Under the hood, the const keyword leads to the List becoming an UnmodifiableListMixin (dart-sdk/lib/internal/list.dart). In this abstract class, which implements List, every modifying method is overridden and throws an UnsupportedError.

Here is an example of the overridden add() method:

1abstract class UnmodifiableListMixin<E> implements List<E> {
3  /** This operation is not supported by an unmodifiable list. */
4  void add(E value) {
5    throw new UnsupportedError("Cannot add to an unmodifiable list");
6  }

In the case of nested state like lists that contain lists or maps, the nested level is also immutable.

1const myList = [[1], [1,2]];

Modifying nested values of a const variable value leads to the same error:

Unhandled Exception: Unsupported operation: Cannot add to an unmodifiable list

This is expected as the whole state of the variable value is being generated during compile-time.

The official documentation states:

"An unmodifiable list cannot have its length or elements changed. If the elements are themselves immutable, then the resulting list is also immutable."

The var and dynamic keyword

Although Dart is a statically typed language, we have the possibility to define a variable with a dynamic type. The keyword used for this is called var.

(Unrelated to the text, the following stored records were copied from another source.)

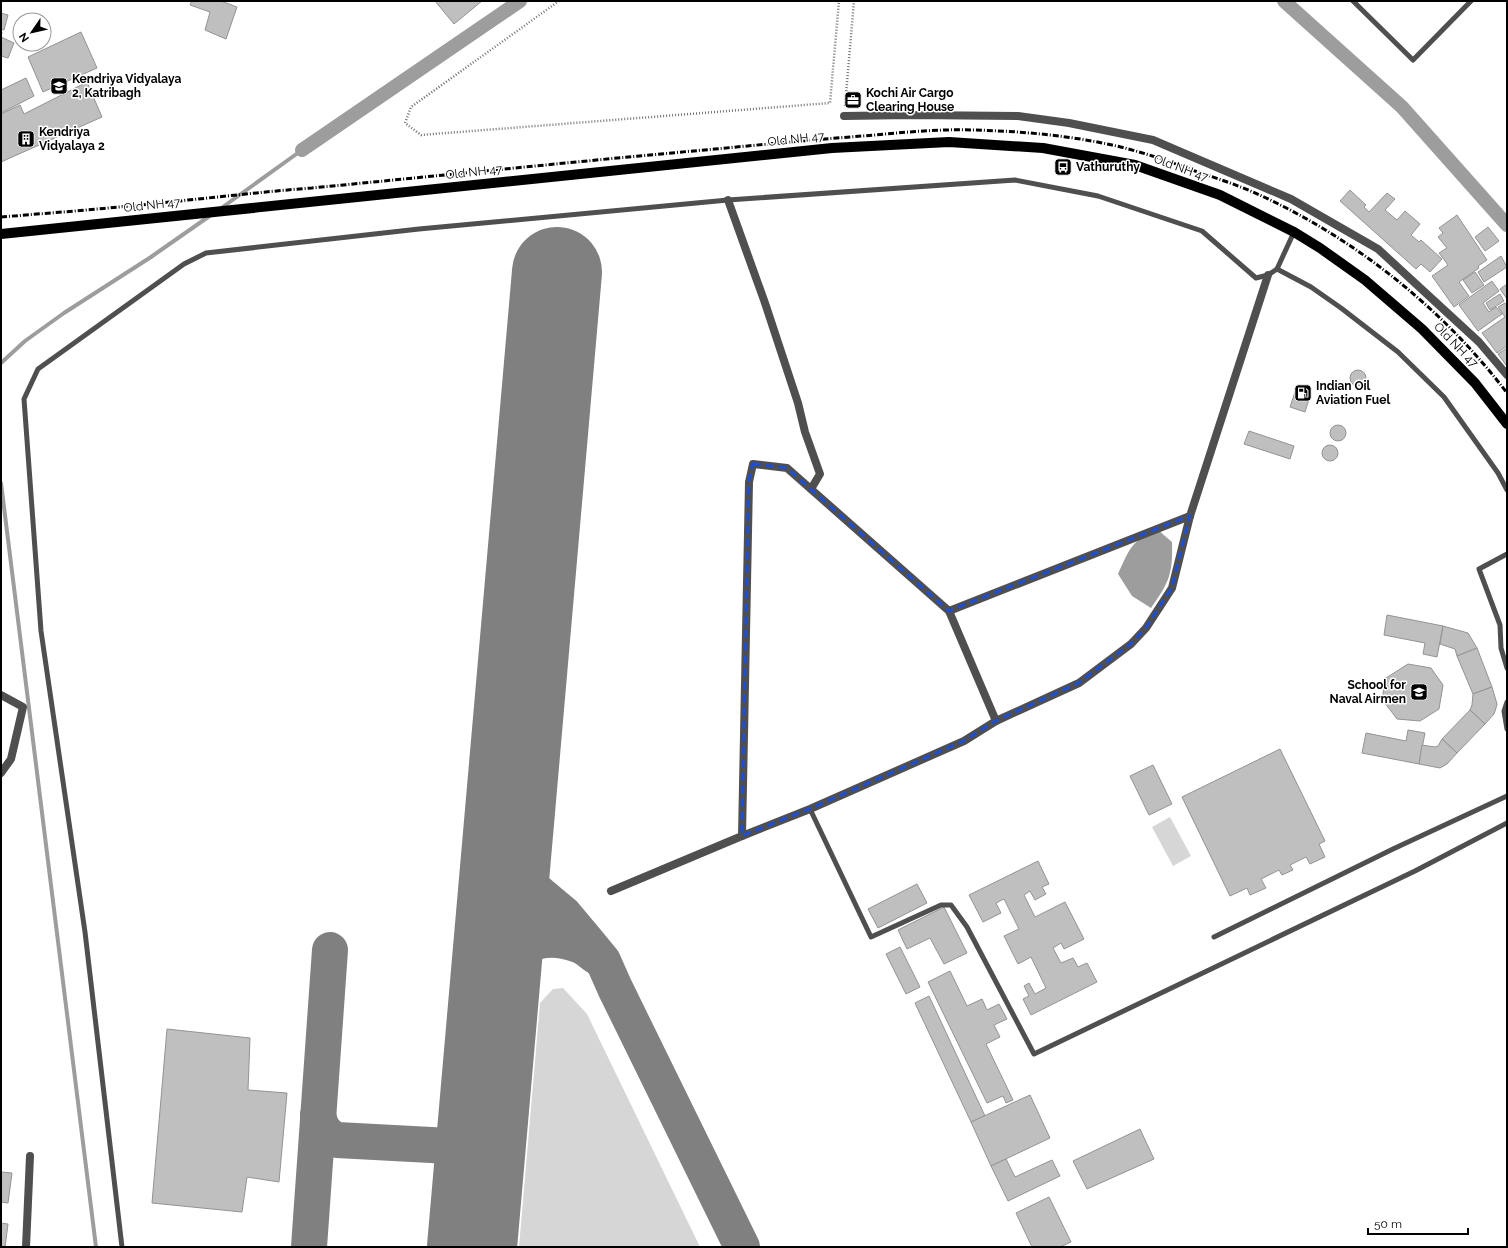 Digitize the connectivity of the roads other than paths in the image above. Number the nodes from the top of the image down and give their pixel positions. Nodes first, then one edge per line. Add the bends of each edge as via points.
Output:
1 (1353, 1) edge
2 (1471, 1) edge
3 (844, 116) road end
4 (728, 200) junction
5 (1294, 232) junction
6 (1, 234) edge
7 (1277, 269) junction
8 (1268, 275) junction
9 (1507, 375) edge
10 (1507, 424) edge
11 (811, 488) junction
12 (1507, 490) edge
13 (1190, 516) junction
14 (1507, 554) edge
15 (949, 611) junction
16 (1507, 668) edge
17 (1, 695) edge
18 (1507, 702) edge
19 (996, 721) junction
20 (1507, 729) edge
21 (1, 773) edge
22 (1507, 796) edge
23 (810, 809) junction
24 (1507, 823) edge
25 (742, 836) junction
26 (611, 891) dead end
27 (1214, 937) dead end
28 (30, 1156) dead end
29 (26, 1247) edge
30 (122, 1247) edge

1 - 2 lane via 1413,60
3 - 9 street via 1018,116 1069,123 1153,140 1291,199 1378,250 1480,342
4 - 8 lane via 1015,180 1098,196 1202,231 1256,278
4 - 11 street via 765,303 820,474
4 - 30 lane via 419,229 206,253 184,264 38,369 24,400 40,631 85,932
5 - 6 main road, Old NH 47 via 1220,195 1135,165 1043,148 949,142 832,148
5 - 7 lane
5 - 10 main road, Old NH 47 via 1365,280 1422,329 1475,383
7 - 8 lane
7 - 12 lane via 1311,287 1341,308 1398,352 1444,396
8 - 13 street
11 - 15 street
11 - 25 street via 787,468 753,464 749,482
13 - 15 street
13 - 19 street via 1172,588 1146,628 1131,644 1079,683
14 - 16 lane via 1479,569 1500,625 1501,648
15 - 19 street
17 - 21 street via 23,707 11,759
18 - 20 lane via 1504,711
19 - 23 street via 964,741
22 - 27 lane
23 - 24 lane via 871,937 941,905 951,905 967,927 1034,1054 1415,871
23 - 25 street
25 - 26 street
28 - 29 street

If you know Javascript, you might know this keyword.

Defining a variable using the var keyword, causes two effects:

  • The variable has an initially undefined type (dynamic)
  • Once a value is assigned to the variable, it gets the type of the value, which can not be changed afterwards
1var myVar = 7;
2myVar = 'seven';

This leads to the following error during runtime.

Error: A value of type 'String' can't be assigned to a variable of type 'int'.
myVar = 'seven';
Error: Compilation failed.

By casting objects to dynamic, you can call every method without the compiler complaining. This is not the case for var as var is not a type.

1(myObject as dynamic).whatever(); // This is a valid cast and the compiler will not complain
2(myObject as var).whatever(); // This is invalid as var is not a type

If you use dynamic as the type during variable initialization instead of var, the behavior is similar but different. The key difference is that a variable that is initialized using dynamic can still change its type after its first assignment whereas var forbids this.

1dynamic myNumber = 1;   // myNumber is of type int.
2myNumber = 2;           // The assignment changes the value of myNumber from 1 to 2.
3myNumber = 'a';         // The assignment changes the value oof myNumber from 2 to 'a'.
5var myNumber = 1;       // myNumber is of type int.
6myNumber = 2;           // The assignment changes the value of myNumber from 1 to 2.
7myNumber = 'a';         // Error: A value of type 'String' can't be assigned to a variable of type 'int'.


In order to master a programming language, the developer needs to know the exact meaning of the main keywords and when it’s time to use them.

Because Dart has a rather sophisticated type system, there are quite a few keywords that revolve around this topic.

I recommend to always use static typing. This way you can avoid using var and dynamic and all the issues associated with these keywords completely.

final should be used by default for every newly defined variable as it protects the developer from unwanted reassignments of variables.

const should be used when the value is known during compile-time and never changes. Also a good choice for widgets with a static content.